2 posts • joined 26 Jun 2012
It's all about picking the most appropriate criteria
Of course the fun thing about performance claims of any type is that it all depends on what your criteria are. The comparisons in this article are primarily focused on performance per rack which actually favors the highest density solutions more than it does the highest performance solutions. I have yet to hear a prospect say “what I really need is xx GB/s per rack” – instead they say “I need a specific amount of usable storage capacity that does at least xx GB/s” and then there’s a multi-vendor race to compete for the business.
At Panasas, for our "world's fastest" claim we have used the metric that we believe has the most relevance to customers: file system performance per disk – how much measurable delivered parallel file system performance across the network to the client is possible per 7.2K SATA drive in the system. For large file throughput workloads accessed by a typical HPC Linux cluster, our customers can reproducibly measure 1600MB/s write throughput from a single 20-drive ActiveStor 12 shelf using the open source IOR benchmark across an optimal network setup, with this result scaling near-linearly with additional shelves. That’s a full 80MB/s per SATA drive in delivered file system performance. To the best of our knowledge, that is still the world’s fastest and allows Panasas to offer more performance for any specific amount of capacity.
I think it's also worth noting that to the best of our knowledge, Xyratex or DDN have never published independent benchmarks proving their file system throughput numbers with the Lustre or GPFS file systems on top of their hardware. Panasas has provided independent third party validation to substantiate its claims (the ESG report that Chris' article referenced).

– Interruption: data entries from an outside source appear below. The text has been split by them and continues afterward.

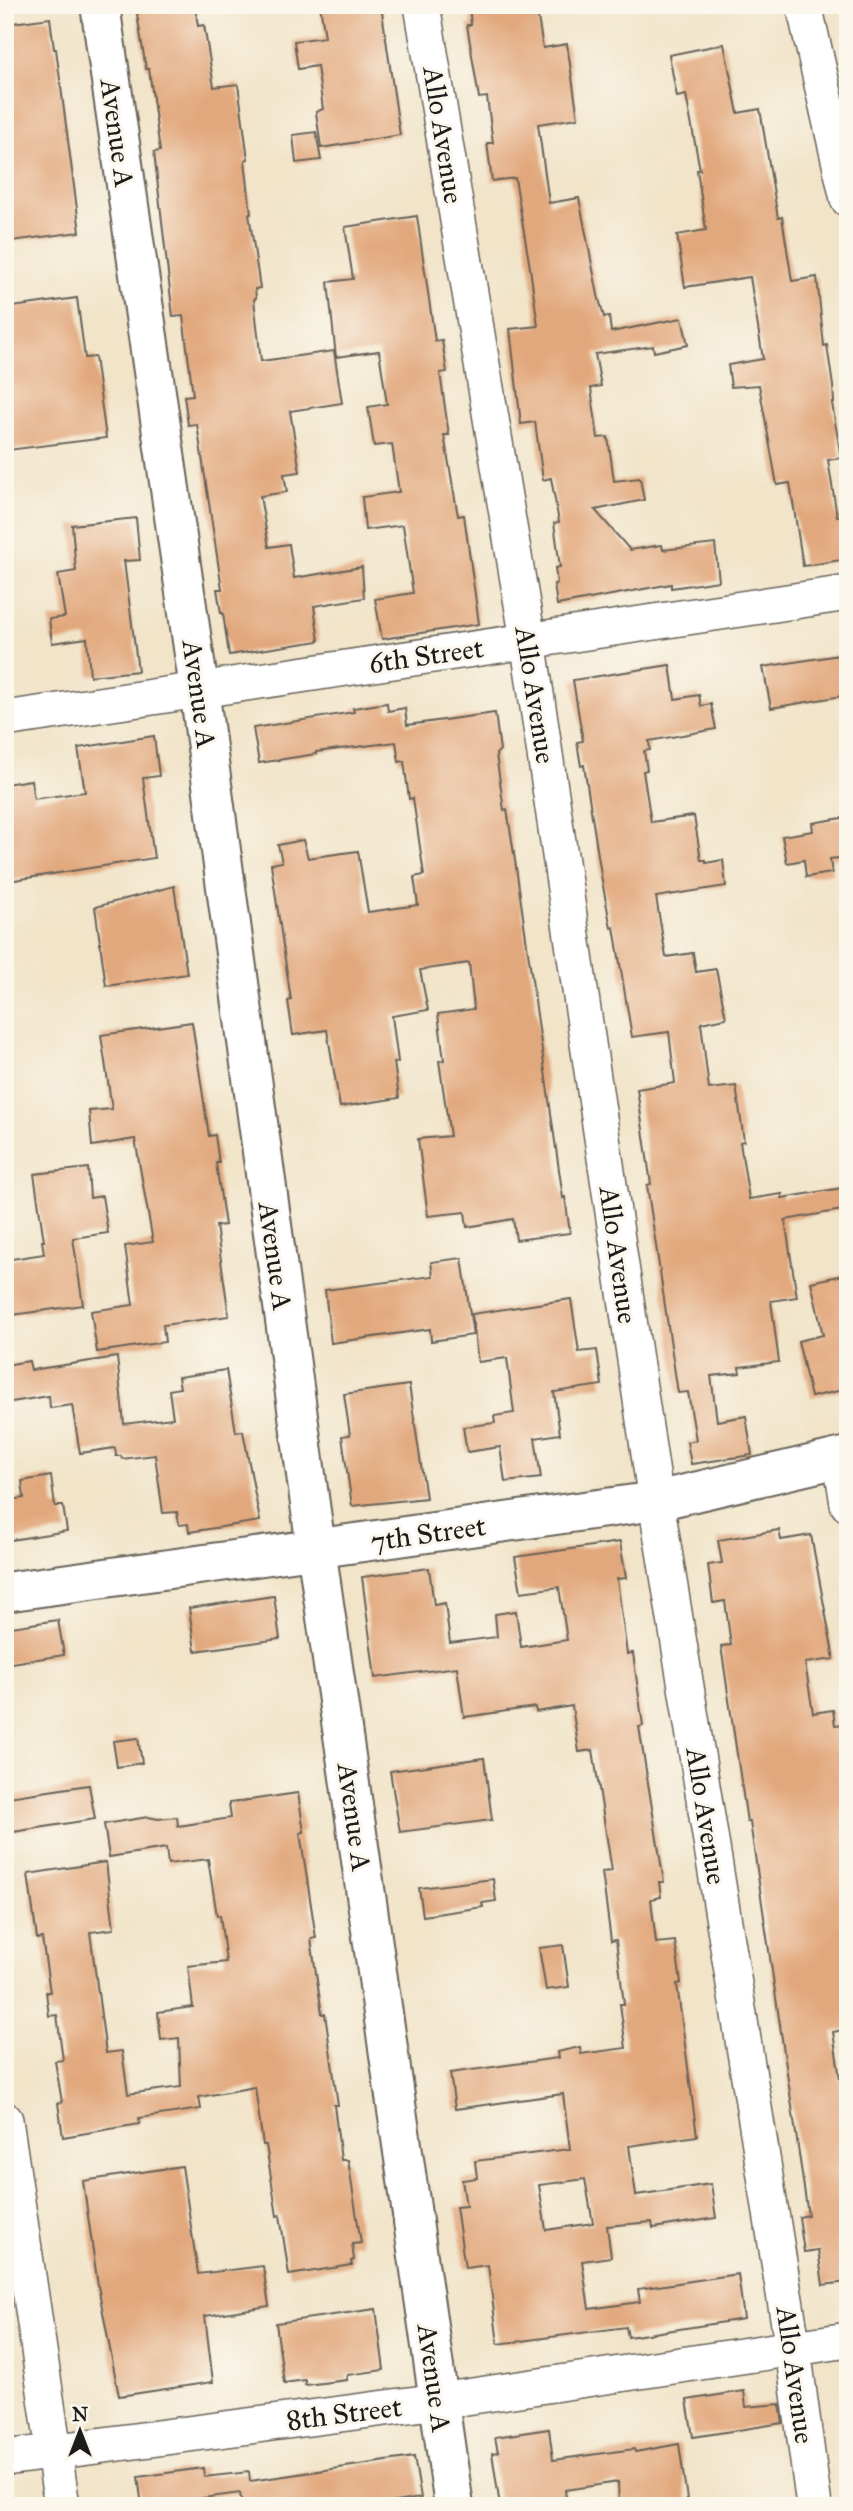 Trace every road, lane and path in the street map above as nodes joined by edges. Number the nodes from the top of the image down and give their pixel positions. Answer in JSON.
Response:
{"nodes":[{"id":1,"x":100,"y":5,"type":"edge"},
{"id":2,"x":422,"y":5,"type":"edge"},
{"id":3,"x":804,"y":5,"type":"edge"},
{"id":4,"x":848,"y":199,"type":"edge"},
{"id":5,"x":848,"y":593,"type":"edge"},
{"id":6,"x":528,"y":640,"type":"junction"},
{"id":7,"x":199,"y":689,"type":"junction"},
{"id":8,"x":5,"y":719,"type":"edge"},
{"id":9,"x":844,"y":1458,"type":"edge"},
{"id":10,"x":656,"y":1501,"type":"junction"},
{"id":11,"x":848,"y":1504,"type":"edge"},
{"id":12,"x":316,"y":1548,"type":"junction"},
{"id":13,"x":5,"y":1592,"type":"edge"},
{"id":14,"x":5,"y":2120,"type":"edge"},
{"id":15,"x":848,"y":2340,"type":"edge"},
{"id":16,"x":793,"y":2349,"type":"junction"},
{"id":17,"x":439,"y":2402,"type":"junction"},
{"id":18,"x":53,"y":2451,"type":"junction"},
{"id":19,"x":5,"y":2458,"type":"edge"},
{"id":20,"x":62,"y":2506,"type":"edge"},
{"id":21,"x":454,"y":2506,"type":"edge"},
{"id":22,"x":814,"y":2506,"type":"edge"}],
"edges":[{"from":1,"to":7,"type":"street","name":"Avenue A"},
{"from":2,"to":6,"type":"street","name":"Allo Avenue"},
{"from":3,"to":4,"type":"street"},
{"from":5,"to":6,"type":"street","name":"6th Street"},
{"from":6,"to":7,"type":"street","name":"6th Street"},
{"from":6,"to":10,"type":"street","name":"Allo Avenue"},
{"from":7,"to":8,"type":"street","name":"6th Street"},
{"from":7,"to":12,"type":"street","name":"Avenue A"},
{"from":9,"to":10,"type":"street","name":"7th Street"},
{"from":9,"to":11,"type":"street"},
{"from":10,"to":12,"type":"street","name":"7th Street"},
{"from":10,"to":16,"type":"street","name":"Allo Avenue"},
{"from":12,"to":13,"type":"street","name":"7th Street"},
{"from":12,"to":17,"type":"street","name":"Avenue A"},
{"from":14,"to":18,"type":"street"},
{"from":15,"to":16,"type":"street","name":"8th Street"},
{"from":16,"to":17,"type":"street","name":"8th Street"},
{"from":16,"to":22,"type":"street","name":"Allo Avenue"},
{"from":17,"to":18,"type":"street","name":"8th Street"},
{"from":17,"to":21,"type":"street","name":"Avenue A"},
{"from":18,"to":19,"type":"street","name":"8th Street"},
{"from":18,"to":20,"type":"street"}]}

Ultimately though, what is much more important than performance for most real world deployments is ease of use/manageability along with superior reliability, availability and serviceability – these are all major strengths of Panasas ActiveStor.
Sr. Director of Product Marketing
Enterprise IT needs are just different from HPC
Hi! Some good comments here. The bottom line is that the requirements for Enterprise IT and HPC are normally very different from each other. So considering an Enterprise IT-focused flash-based storage system with features like compression and de-duplication, it’s pretty unlikely that such a product would be equally applicable to HPC storage. Flash is simply too costly for it to be used for the predominantly large file throughput requirements in HPC where storage is usually measured in a combination of GB/s and $/TB. However, there is a very interesting role to be played for flash memory in accelerating small file IOP-focused workloads in HPC. The same goes for speeding file system metadata performance which is useful for both large file throughput and small file IOP HPC workloads.